Edouard Fonh-Gbei : Le technocrate qui a mis la Côte d’Ivoire sur orbite numérique
Edouard Fonh-Gbei, patron du CNTIG depuis 2011, cet expert en géodésie a fait de la donnée spatiale le socle de la planification ivoirienne. Itinéraire d'un manager qui a importé la culture du résultat au cœur de l'administration.
Dans les couloirs feutrés de l'administration ivoirienne, il détonne. Pas de grandiloquence politique chez cet homme de dossiers, mais une obsession quasi-mathématique pour l'efficacité. Le Dr Edouard Fonh-Gbei n'est pas un directeur général classique ; c'est un « problem solver ». À la tête du Comité National de Télédétection et d'Information Géographique (CNTIG), il a réussi un pari que beaucoup jugeaient impossible : transformer une structure étatique poussiéreuse en une véritable « Silicon Valley » abidjanaise, capable de rivaliser avec les cabinets internationaux.
Son histoire est celle d'un retour au bercail réussi, emblématique de cette diaspora ivoirienne hautement qualifiée qui a répondu à l'appel de la reconstruction post-2011. Lorsque le cabinet Deloitte le repère pour prendre la direction générale du CNTIG, Edouard Fonh-Gbei a déjà eu plusieurs vies. Loin d'Abidjan. Formé à la rigueur germanique – il est docteur-ingénieur de l'Université Leibniz de Hanovre – il a ensuite conquis l'Amérique du Nord.
De Duke Energy aux États-Unis à Esri Canada, en passant par Universal Pegasus International, il a passé deux décennies à piloter des projets de haute technologie pour des multinationales. De ce parcours occidental, il a conservé une méthode : le management par objectifs. Lorsqu'il pose ses valises à Cocody, il ne vient pas gérer une rente administrative, mais bâtir une entreprise de services publics performante. Sa vision est claire : la géoinformation ne doit plus être une science de laboratoire, mais un levier de croissance économique.
L'architecte de la gouvernance moderne
Sous son magistère, le CNTIG est passé du statut d'observateur passif à celui d'acteur central de la gouvernance locale. C'est là que réside la « touche » Fonh-Gbei : avoir compris avant les autres que la maîtrise du foncier et de l'espace est la clé de voûte de l'émergence.
Il s'attaque alors à un chantier titanesque : la modernisation du cadastre et l'optimisation des recettes municipales. Avec le déploiement des solutions « e-Commune », il offre aux maires ivoiriens une visibilité inédite sur leur territoire. Fini le pilotage à vue. Désormais, grâce aux outils développés par les équipes de Fonh-Gbei, les contribuables sont géolocalisés, les taxes collectées plus efficacement et les infrastructures planifiées rationnellement. Pour l'État central, c'est une aubaine. Le CNTIG devient le garant de la sécurisation foncière, un enjeu explosif en Afrique de l'Ouest que le Directeur Général aborde avec la froideur analytique de l'ingénieur.

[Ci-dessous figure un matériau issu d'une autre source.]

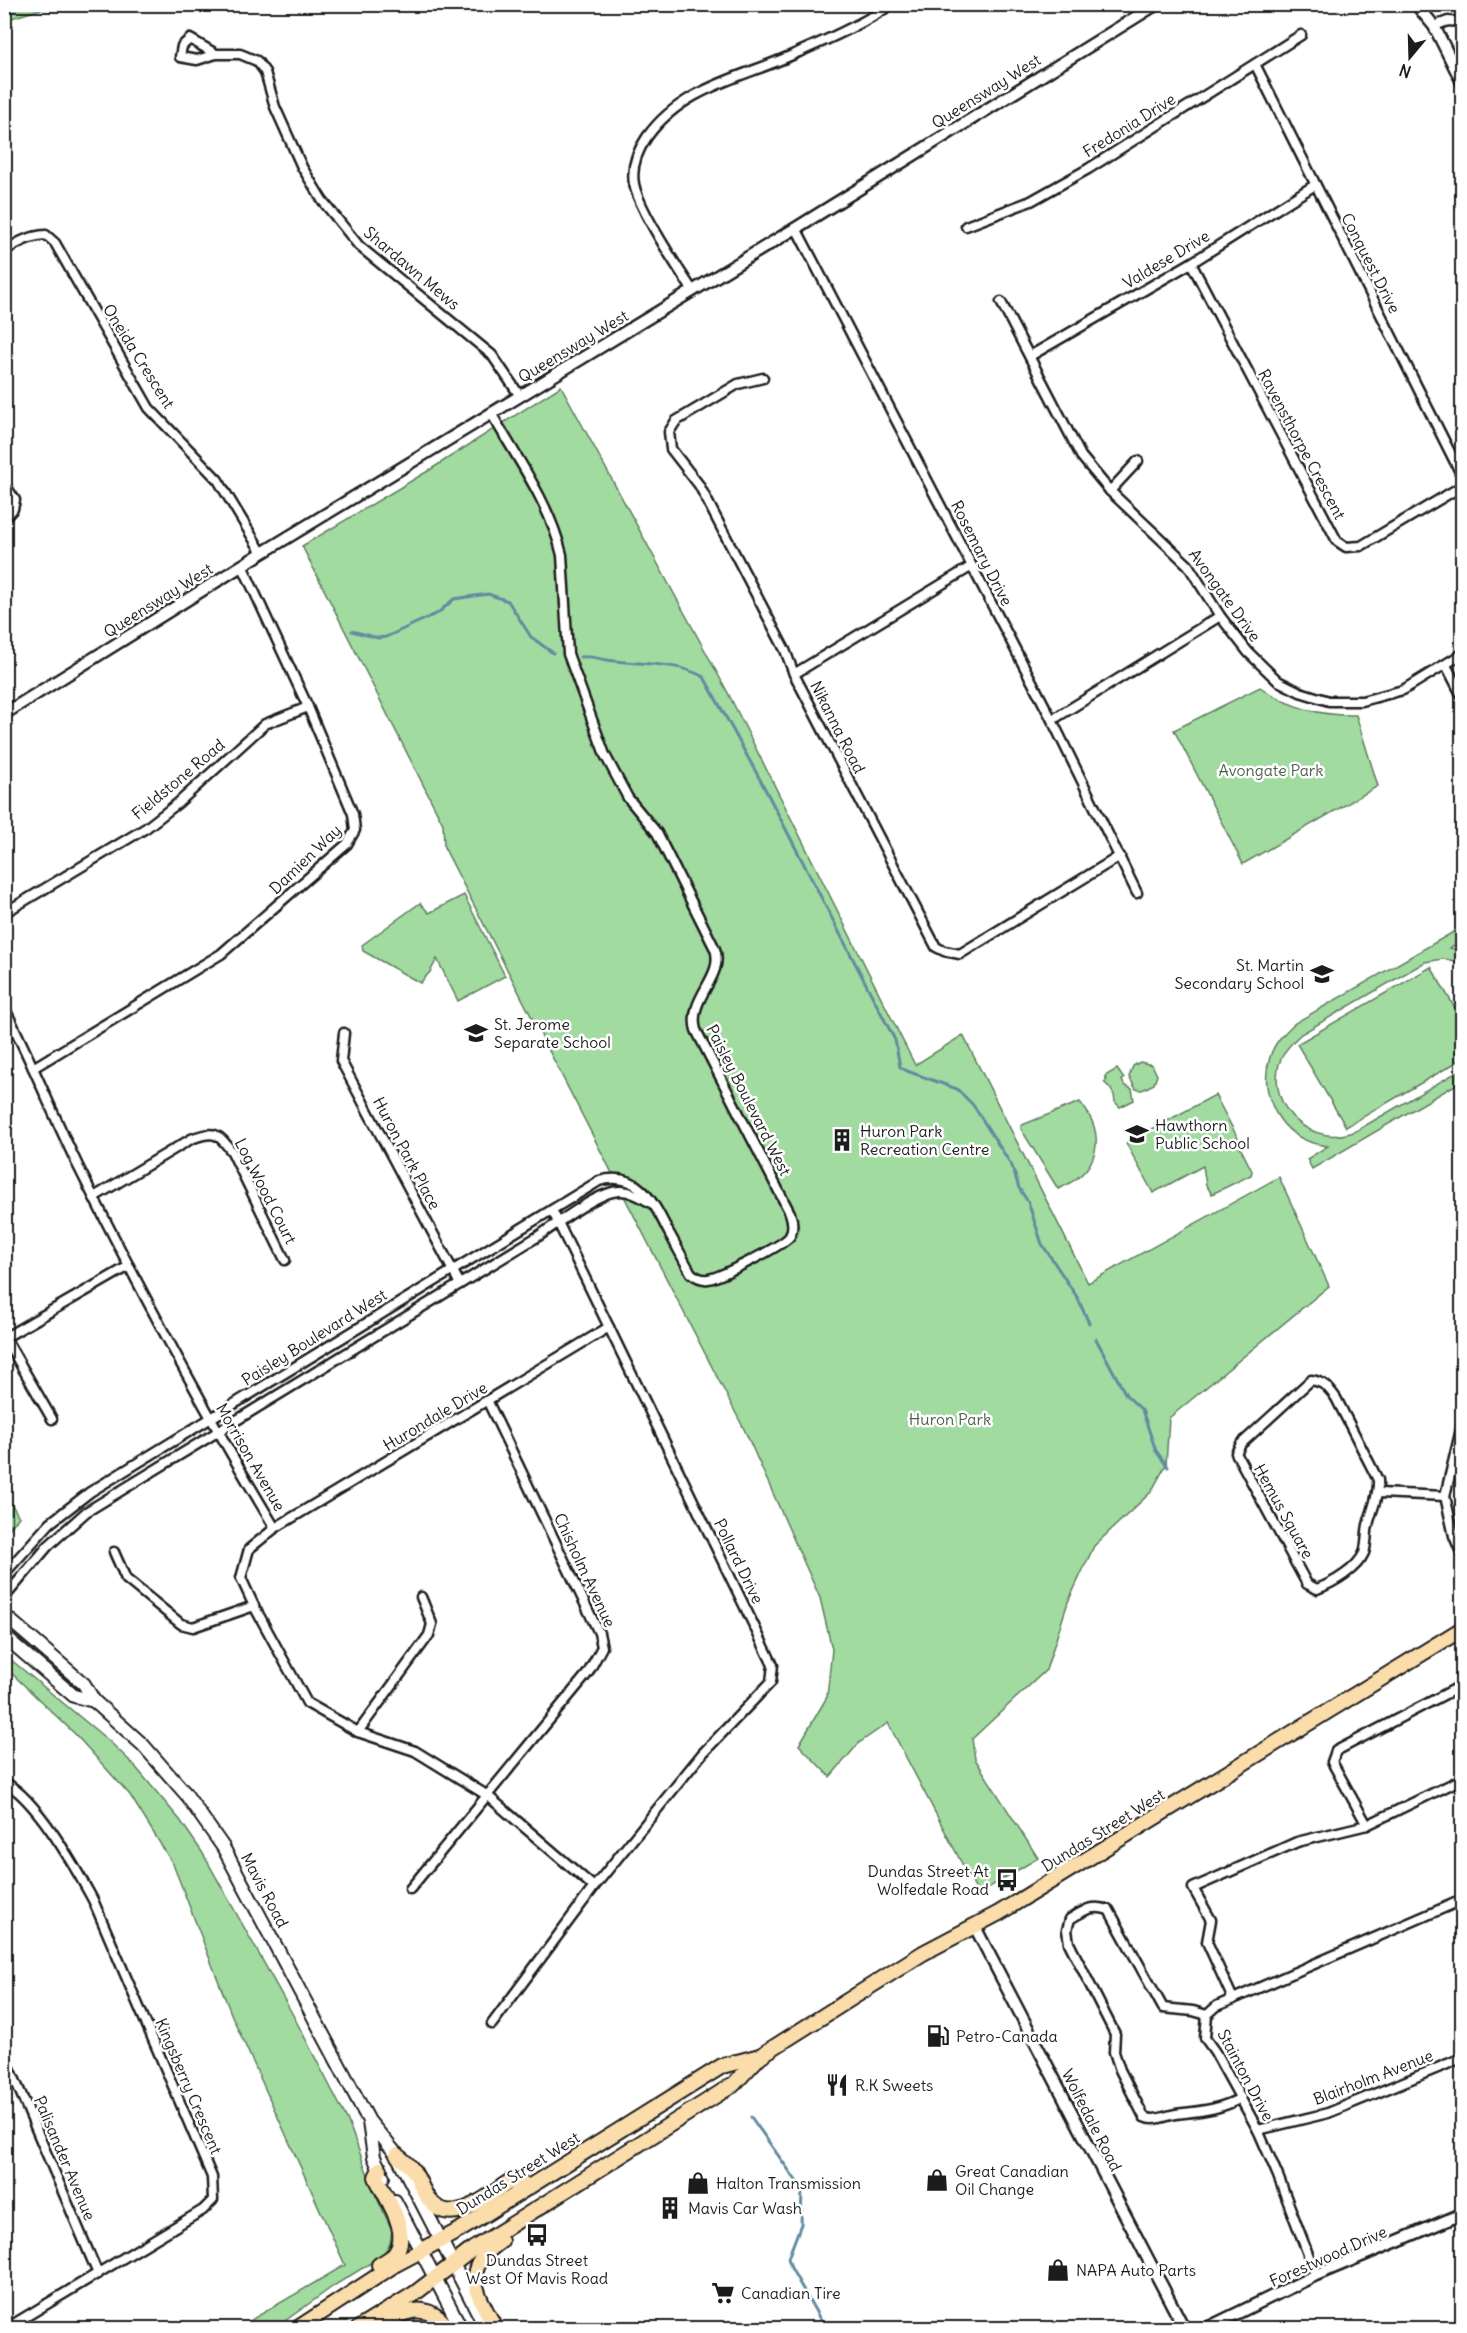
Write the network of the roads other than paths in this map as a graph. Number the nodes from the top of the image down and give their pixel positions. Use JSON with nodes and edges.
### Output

Cette approche pragmatique séduit au sommet de l'État. Qu'il s'agisse de tracer les nouvelles routes, d'électrifier les zones rurales ou de surveiller le couvert forestier menacé, l'expertise du CNTIG est requise. Fonh-Gbei a su rendre son institution indispensable, l'imposant comme le bras technique incontournable du Plan National de Développement (PND).
Un VRP de la « Tech » ivoirienne
Mais l'ambition d'Edouard Fonh-Gbei dépasse les frontières nationales. Convaincu que la Côte d'Ivoire a un rôle de locomotive à jouer, il s'est mué en diplomate de la technologie. Son bâton de pèlerin l'emmène régulièrement dans les capitales de la sous-région et d'Afrique centrale. Guinée, Congo, Madagascar… Nombreux sont les gouvernements qui sollicitent désormais l'expertise ivoirienne pour moderniser leur propre administration territoriale.
En exportant le savoir-faire du CNTIG, le Dr Fonh-Gbei fait de la coopération Sud-Sud une réalité tangible. Il ne se contente pas de vendre des logiciels ; il vend un modèle de souveraineté numérique. Une stratégie qu'il renforce par des alliances internationales de haut vol, n'hésitant pas à aller chercher en Chine, via des partenariats avec des géants comme SuperMap, les innovations en intelligence artificielle qui feront la géomatique de demain.
Décoré de l'Ordre National et maintes fois primé, l'homme reste discret, préférant la lumière des écrans de contrôle aux projecteurs des mondanités. Pour Edouard Fonh-Gbei, la mission est loin d'être achevée. À l'heure où les défis climatiques et démographiques s'accélèrent, il continue de peaufiner les algorithmes qui aideront la Côte d'Ivoire à anticiper son futur, confirmant son statut de grand commis de l'État version 2.0.